Les Norvégiens sont translucides ; exposés au soleil, ils meurent presque aussitôt.
Michel Houellebecq, Lanzarote, Flammarion, p. 18.
Le slow qui tue est une machine logique à décollage vertical.
Pascal Comelade, Écrits monophoniques submergés.
La réalité est autre. La réalité est une marâtre.
Pierre Michon, « Neuf passages du causse », Mythologies d’hiver, Verdier, p. 81.
On n’entend rien aux religions si l’on croit que l’homme fuit une divinité capricieuse, mauvaise ou même féroce, ou si l’on oublie qu’il aime la peur jusqu’à la frénésie.
Emil Cioran, Essai sur la pensée réactionnaire, Fata Morgana, p. 24.
Dilemme : le fusil ou le travail.
Jean-Pierre Georges, Le moi chronique, Les Carnets du Dessert de Lune, p. 24.
Autre chose. Le « brasier », dont Brive est bâtie, n’est pas, comme je croyais, d’origine permo-carbonifère mais triasique. Mouret insiste sur la médiocrité de ce matériau, gélif, pulvérulent, impropre à livrer des arêtes vives. C’est pourquoi les joints de mortier débordent sur les moellons.
Pierre Bergounioux, « mardi 3 août 1999 », Carnet de notes (1991-2000), Verdier, p. 1095.
Ainsi, lorsque la main, errant légèrement sur le Grand-Trésor caché dans la nuit et sous des voiles, rencontre le bien fragile et sans prix d’un sein nu. Délicieuse étude : la douceur, la chaleur, le poids, la vie généreuse, innocente et désarmée. Toute l’attention dont l’esprit est capable se concentre dans cette bienheureuse main.

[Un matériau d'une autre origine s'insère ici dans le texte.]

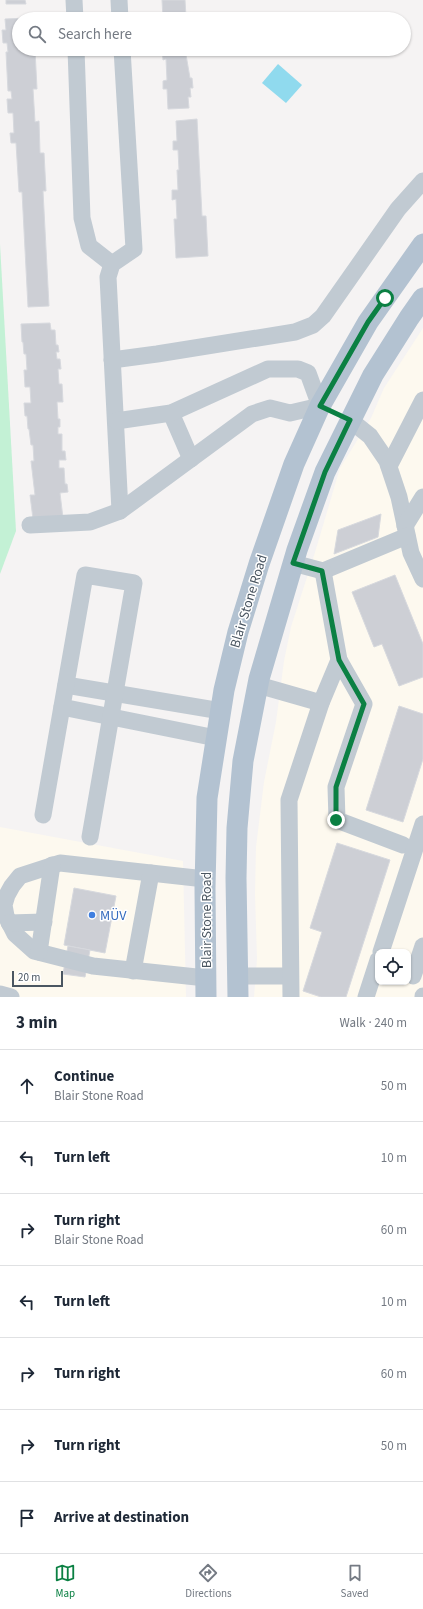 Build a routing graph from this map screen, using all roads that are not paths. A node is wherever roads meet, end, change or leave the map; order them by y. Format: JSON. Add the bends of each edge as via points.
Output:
{"nodes":[{"id":1,"x":74,"y":0,"type":"edge"},
{"id":2,"x":119,"y":0,"type":"edge"},
{"id":3,"x":75,"y":12,"type":"edge"},
{"id":4,"x":120,"y":12,"type":"edge"},
{"id":5,"x":76,"y":56,"type":"edge"},
{"id":6,"x":122,"y":56,"type":"edge"},
{"id":7,"x":423,"y":181,"type":"edge"},
{"id":8,"x":423,"y":244,"type":"edge"},
{"id":9,"x":112,"y":264,"type":"junction"},
{"id":10,"x":423,"y":298,"type":"edge"},
{"id":11,"x":112,"y":360,"type":"junction"},
{"id":12,"x":423,"y":400,"type":"edge"},
{"id":13,"x":320,"y":406,"type":"junction"},
{"id":14,"x":171,"y":413,"type":"junction"},
{"id":15,"x":350,"y":420,"type":"junction"},
{"id":16,"x":116,"y":421,"type":"junction"},
{"id":17,"x":191,"y":459,"type":"junction"},
{"id":18,"x":389,"y":466,"type":"junction"},
{"id":19,"x":423,"y":497,"type":"edge"},
{"id":20,"x":120,"y":511,"type":"junction"},
{"id":21,"x":30,"y":525,"type":"dead end"},
{"id":22,"x":406,"y":531,"type":"junction"},
{"id":23,"x":293,"y":563,"type":"junction"},
{"id":24,"x":322,"y":571,"type":"junction"},
{"id":25,"x":423,"y":579,"type":"edge"},
{"id":26,"x":339,"y":660,"type":"junction"},
{"id":27,"x":227,"y":678,"type":"junction"},
{"id":28,"x":66,"y":685,"type":"junction"},
{"id":29,"x":258,"y":685,"type":"junction"},
{"id":30,"x":115,"y":693,"type":"junction"},
{"id":31,"x":321,"y":702,"type":"junction"},
{"id":32,"x":62,"y":707,"type":"junction"},
{"id":33,"x":221,"y":711,"type":"junction"},
{"id":34,"x":111,"y":717,"type":"junction"},
{"id":35,"x":216,"y":738,"type":"junction"},
{"id":36,"x":43,"y":815,"type":"dead end"},
{"id":37,"x":423,"y":824,"type":"edge"},
{"id":38,"x":90,"y":836,"type":"dead end"},
{"id":39,"x":403,"y":845,"type":"dead end"},
{"id":40,"x":52,"y":865,"type":"junction"},
{"id":41,"x":151,"y":873,"type":"junction"},
{"id":42,"x":205,"y":879,"type":"junction"},
{"id":43,"x":44,"y":922,"type":"junction"},
{"id":44,"x":9,"y":923,"type":"junction"},
{"id":45,"x":423,"y":946,"type":"edge"},
{"id":46,"x":382,"y":949,"type":"edge"},
{"id":47,"x":39,"y":952,"type":"junction"},
{"id":48,"x":375,"y":969,"type":"edge"},
{"id":49,"x":133,"y":971,"type":"junction"},
{"id":50,"x":238,"y":976,"type":"junction"},
{"id":51,"x":290,"y":976,"type":"junction"},
{"id":52,"x":415,"y":977,"type":"edge"},
{"id":53,"x":206,"y":987,"type":"edge"},
{"id":54,"x":0,"y":994,"type":"edge"},
{"id":55,"x":11,"y":997,"type":"edge"},
{"id":56,"x":238,"y":997,"type":"edge"},
{"id":57,"x":291,"y":997,"type":"edge"},
{"id":58,"x":366,"y":997,"type":"edge"}],
"edges":[{"from":1,"to":3,"type":"lane"},
{"from":2,"to":4,"type":"lane"},
{"from":5,"to":9,"type":"lane","via":[[82,218],[89,246]]},
{"from":6,"to":9,"type":"lane","via":[[134,249]]},
{"from":7,"to":11,"type":"lane","via":[[398,209],[323,316],[312,325],[295,332]]},
{"from":8,"to":13,"type":"main road","name":"Blair Stone Road","via":[[368,322]]},
{"from":9,"to":11,"type":"lane","via":[[108,277]]},
{"from":10,"to":15,"type":"main road","via":[[373,375]]},
{"from":11,"to":16,"type":"lane"},
{"from":12,"to":18,"type":"lane"},
{"from":13,"to":14,"type":"lane","via":[[308,373],[298,369],[268,369]]},
{"from":13,"to":15,"type":"main road"},
{"from":13,"to":17,"type":"lane","via":[[290,413],[270,408],[252,414]]},
{"from":13,"to":27,"type":"main road","name":"Blair Stone Road","via":[[294,464],[260,558]]},
{"from":14,"to":16,"type":"lane"},
{"from":14,"to":17,"type":"lane"},
{"from":15,"to":18,"type":"lane","via":[[370,436]]},
{"from":15,"to":23,"type":"main road","via":[[325,472]]},
{"from":16,"to":20,"type":"lane"},
{"from":17,"to":20,"type":"lane"},
{"from":18,"to":22,"type":"lane"},
{"from":19,"to":22,"type":"lane"},
{"from":20,"to":21,"type":"lane","via":[[90,522]]},
{"from":22,"to":24,"type":"lane"},
{"from":22,"to":25,"type":"lane","via":[[411,553]]},
{"from":23,"to":24,"type":"lane"},
{"from":23,"to":29,"type":"main road"},
{"from":24,"to":26,"type":"lane"},
{"from":26,"to":31,"type":"lane"},
{"from":26,"to":39,"type":"lane","via":[[364,704],[336,787],[336,820]]},
{"from":27,"to":29,"type":"main road"},
{"from":27,"to":33,"type":"main road","name":"Blair Stone Road"},
{"from":28,"to":30,"type":"lane"},
{"from":28,"to":30,"type":"lane","via":[[86,575],[134,583]]},
{"from":28,"to":32,"type":"lane"},
{"from":29,"to":31,"type":"lane"},
{"from":29,"to":50,"type":"main road","via":[[243,761],[237,828]]},
{"from":30,"to":33,"type":"lane"},
{"from":30,"to":34,"type":"lane"},
{"from":31,"to":51,"type":"lane","via":[[288,800]]},
{"from":32,"to":34,"type":"lane"},
{"from":32,"to":36,"type":"lane"},
{"from":33,"to":35,"type":"main road","name":"Blair Stone Road"},
{"from":34,"to":35,"type":"lane"},
{"from":34,"to":38,"type":"lane"},
{"from":35,"to":42,"type":"main road","name":"Blair Stone Road","via":[[207,798]]},
{"from":37,"to":46,"type":"lane"},
{"from":40,"to":41,"type":"lane","via":[[60,862]]},
{"from":40,"to":43,"type":"lane"},
{"from":40,"to":44,"type":"lane","via":[[20,876],[12,886],[4,905]]},
{"from":41,"to":42,"type":"lane"},
{"from":41,"to":49,"type":"lane"},
{"from":42,"to":53,"type":"main road","name":"Blair Stone Road"},
{"from":43,"to":44,"type":"lane"},
{"from":43,"to":47,"type":"lane"},
{"from":44,"to":47,"type":"lane","via":[[15,934],[34,951]]},
{"from":45,"to":52,"type":"lane"},
{"from":47,"to":49,"type":"lane","via":[[93,966]]},
{"from":48,"to":58,"type":"lane"},
{"from":49,"to":53,"type":"lane"},
{"from":50,"to":51,"type":"lane"},
{"from":50,"to":56,"type":"main road"},
{"from":51,"to":57,"type":"lane"},
{"from":54,"to":55,"type":"lane"}]}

Oh ! qu’elle soit très attentive et que, sans bouger de toute la nuit, maintenant que nous allons dormir, elle se pénètre, pour ne plus l’oublier de la vérité qu’elle tient !
Valery Larbaud, « Mon plus secret conseil... », Œuvres, Gallimard, p. 691.
il y aura une fois
une chair qui se dénouera
sans cris ni larmes
cela aura lieu quelque part
Entre deux cailloux secs
Entre l’écorce et l’arbre
Au premier chant des bielles
À l’instant de la dernière cigarette
Il y aura une fois
deux yeux qui rouleront à fleur d’eau sale
vers le grand collecteur
Il y aura une fois l’instant fatal
où je devinerai enfin ce visage réel
si longtemps masqué
par le vol futile de deux ramiers
la sirène émouvante d’un remorqueur Quai de l’arsenal.
André Laude, « Testament de Ravachol », Œuvre poétique, La Différence, p. 231.
Devant eux, une journée, une nouvelle journée, avec sa liberté et ses virtualités illimitées.
Dezsö Kosztolányi, Kornél Esti, Cambourakis, p. 90.
Le partage final n’est pas entre homos et ceux que ceux-ci appellent hétéros (être un hétéro, c’est être quelqu’un qui accepte que les homos le baptisent, ce qui est tout de même assez gratiné). Il est entre ceux qui demandent l’enfant et ceux qui le refusent. La majorité des homos demandent l’enfant.
Philippe Muray, « 30 juin 1985 », Ultima necat (I), Les Belles Lettres, p. 556.